* Exercise requirements: Given the listing that follows, report all lines in which the string "Greenan" occurs.

* Material for this task:

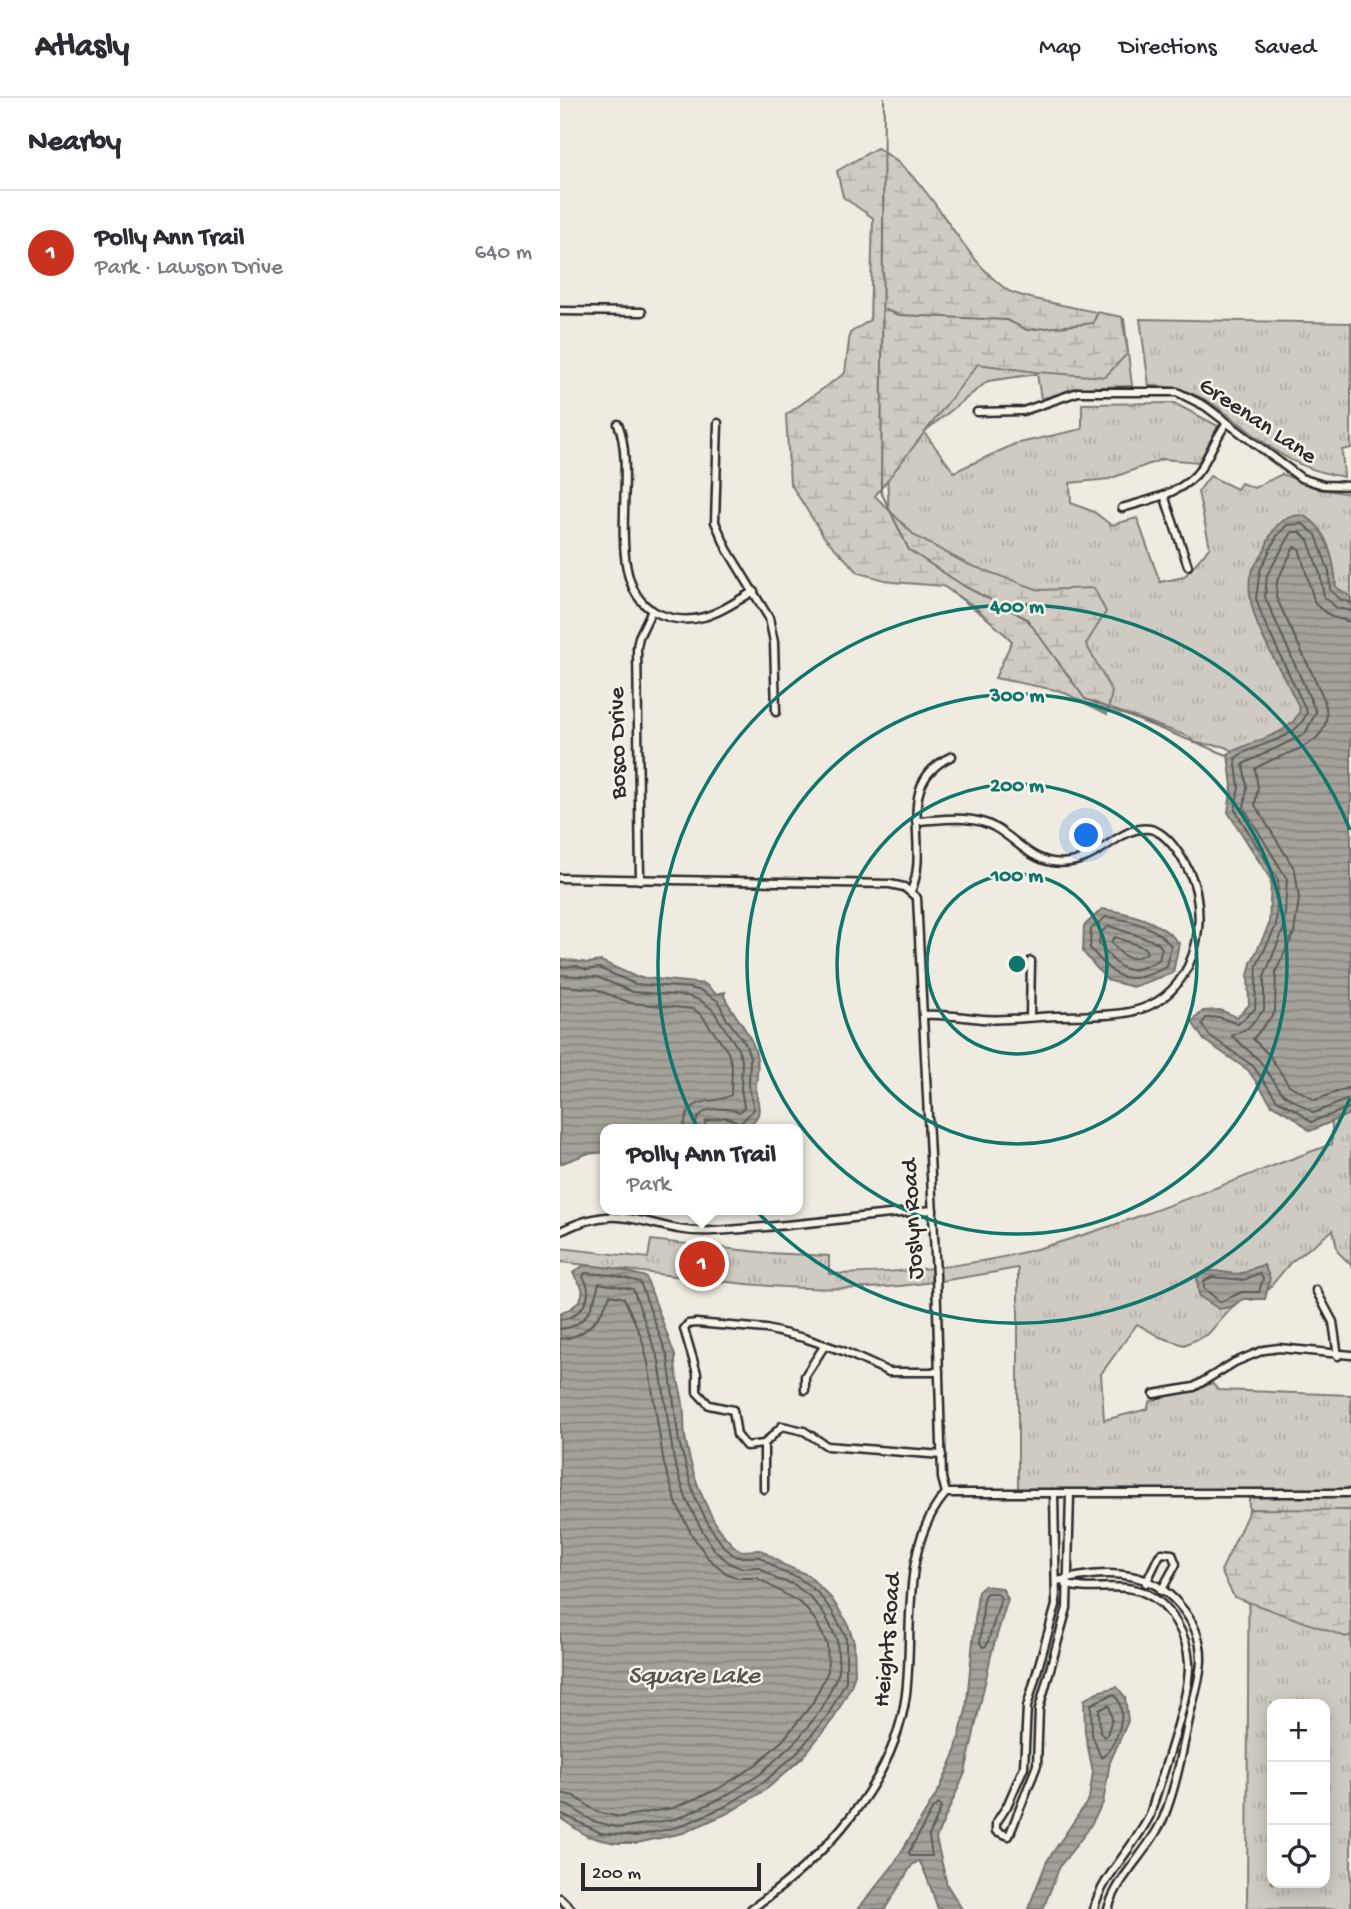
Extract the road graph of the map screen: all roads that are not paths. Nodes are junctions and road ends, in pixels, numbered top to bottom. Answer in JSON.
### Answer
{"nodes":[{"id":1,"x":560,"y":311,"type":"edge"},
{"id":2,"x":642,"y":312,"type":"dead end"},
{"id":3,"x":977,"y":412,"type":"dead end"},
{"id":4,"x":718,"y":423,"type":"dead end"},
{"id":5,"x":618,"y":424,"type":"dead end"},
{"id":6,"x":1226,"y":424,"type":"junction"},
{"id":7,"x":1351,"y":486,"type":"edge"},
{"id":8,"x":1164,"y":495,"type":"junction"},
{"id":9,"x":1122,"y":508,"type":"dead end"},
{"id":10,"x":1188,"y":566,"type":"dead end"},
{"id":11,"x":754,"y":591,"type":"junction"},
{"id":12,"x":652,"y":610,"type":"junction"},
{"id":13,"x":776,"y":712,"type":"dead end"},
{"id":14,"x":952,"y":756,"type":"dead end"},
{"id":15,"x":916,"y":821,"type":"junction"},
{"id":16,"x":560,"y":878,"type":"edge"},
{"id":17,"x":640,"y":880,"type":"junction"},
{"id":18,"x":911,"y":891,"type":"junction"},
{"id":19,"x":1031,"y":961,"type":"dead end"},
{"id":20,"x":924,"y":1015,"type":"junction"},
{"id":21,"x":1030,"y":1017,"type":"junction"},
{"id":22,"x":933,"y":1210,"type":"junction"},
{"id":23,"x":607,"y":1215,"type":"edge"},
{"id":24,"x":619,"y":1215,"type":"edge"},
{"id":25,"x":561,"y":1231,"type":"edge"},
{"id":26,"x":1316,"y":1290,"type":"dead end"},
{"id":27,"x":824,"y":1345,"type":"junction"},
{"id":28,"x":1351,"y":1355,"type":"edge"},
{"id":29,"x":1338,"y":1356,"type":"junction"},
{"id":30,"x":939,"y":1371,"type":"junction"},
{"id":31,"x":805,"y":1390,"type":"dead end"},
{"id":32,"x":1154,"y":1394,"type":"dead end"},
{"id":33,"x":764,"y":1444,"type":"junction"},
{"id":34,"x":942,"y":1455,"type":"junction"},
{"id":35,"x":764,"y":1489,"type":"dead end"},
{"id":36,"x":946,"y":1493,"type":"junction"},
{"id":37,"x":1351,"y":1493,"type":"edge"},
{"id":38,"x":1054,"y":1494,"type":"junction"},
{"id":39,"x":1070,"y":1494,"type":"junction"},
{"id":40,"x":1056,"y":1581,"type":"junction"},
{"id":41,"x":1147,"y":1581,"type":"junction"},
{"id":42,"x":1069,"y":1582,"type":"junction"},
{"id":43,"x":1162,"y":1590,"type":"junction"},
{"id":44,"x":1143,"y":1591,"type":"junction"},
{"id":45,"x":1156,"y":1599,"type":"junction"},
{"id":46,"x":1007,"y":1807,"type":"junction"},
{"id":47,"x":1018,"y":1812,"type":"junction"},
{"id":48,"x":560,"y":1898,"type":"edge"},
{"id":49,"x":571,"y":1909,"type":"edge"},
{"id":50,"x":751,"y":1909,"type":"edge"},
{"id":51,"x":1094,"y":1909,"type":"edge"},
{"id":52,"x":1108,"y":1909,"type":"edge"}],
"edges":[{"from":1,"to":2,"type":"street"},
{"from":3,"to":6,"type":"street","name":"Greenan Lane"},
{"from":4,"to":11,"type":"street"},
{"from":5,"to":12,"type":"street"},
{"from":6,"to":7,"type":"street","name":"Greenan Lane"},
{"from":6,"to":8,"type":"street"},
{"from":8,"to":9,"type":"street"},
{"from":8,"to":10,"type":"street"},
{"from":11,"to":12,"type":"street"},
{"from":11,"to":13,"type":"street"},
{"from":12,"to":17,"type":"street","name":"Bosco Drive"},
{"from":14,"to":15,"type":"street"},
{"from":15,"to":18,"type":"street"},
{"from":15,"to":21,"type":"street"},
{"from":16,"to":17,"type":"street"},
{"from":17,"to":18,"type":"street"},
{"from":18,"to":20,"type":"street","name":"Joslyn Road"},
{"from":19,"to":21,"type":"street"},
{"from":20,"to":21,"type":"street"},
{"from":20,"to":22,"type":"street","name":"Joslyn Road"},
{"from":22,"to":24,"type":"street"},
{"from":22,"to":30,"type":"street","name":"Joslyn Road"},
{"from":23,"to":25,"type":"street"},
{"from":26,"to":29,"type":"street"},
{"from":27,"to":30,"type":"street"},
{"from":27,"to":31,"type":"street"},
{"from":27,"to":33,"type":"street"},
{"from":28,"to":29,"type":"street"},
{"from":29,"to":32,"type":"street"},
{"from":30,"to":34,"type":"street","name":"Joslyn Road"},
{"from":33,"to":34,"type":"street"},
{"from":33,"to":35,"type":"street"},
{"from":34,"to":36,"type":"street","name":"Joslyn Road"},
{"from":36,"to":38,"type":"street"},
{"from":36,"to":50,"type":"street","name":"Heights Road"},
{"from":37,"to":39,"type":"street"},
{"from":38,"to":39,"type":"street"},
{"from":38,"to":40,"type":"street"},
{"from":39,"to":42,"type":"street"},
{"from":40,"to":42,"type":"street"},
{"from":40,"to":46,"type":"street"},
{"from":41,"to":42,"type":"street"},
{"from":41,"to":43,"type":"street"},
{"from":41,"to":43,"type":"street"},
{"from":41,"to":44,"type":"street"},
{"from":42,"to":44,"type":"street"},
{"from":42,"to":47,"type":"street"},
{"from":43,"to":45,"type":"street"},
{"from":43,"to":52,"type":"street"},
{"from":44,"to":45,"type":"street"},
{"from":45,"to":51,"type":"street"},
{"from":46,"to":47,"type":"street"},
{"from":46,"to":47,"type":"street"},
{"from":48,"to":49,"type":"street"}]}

* Response area:
{"from":3,"to":6,"type":"street","name":"Greenan Lane"},
{"from":6,"to":7,"type":"street","name":"Greenan Lane"},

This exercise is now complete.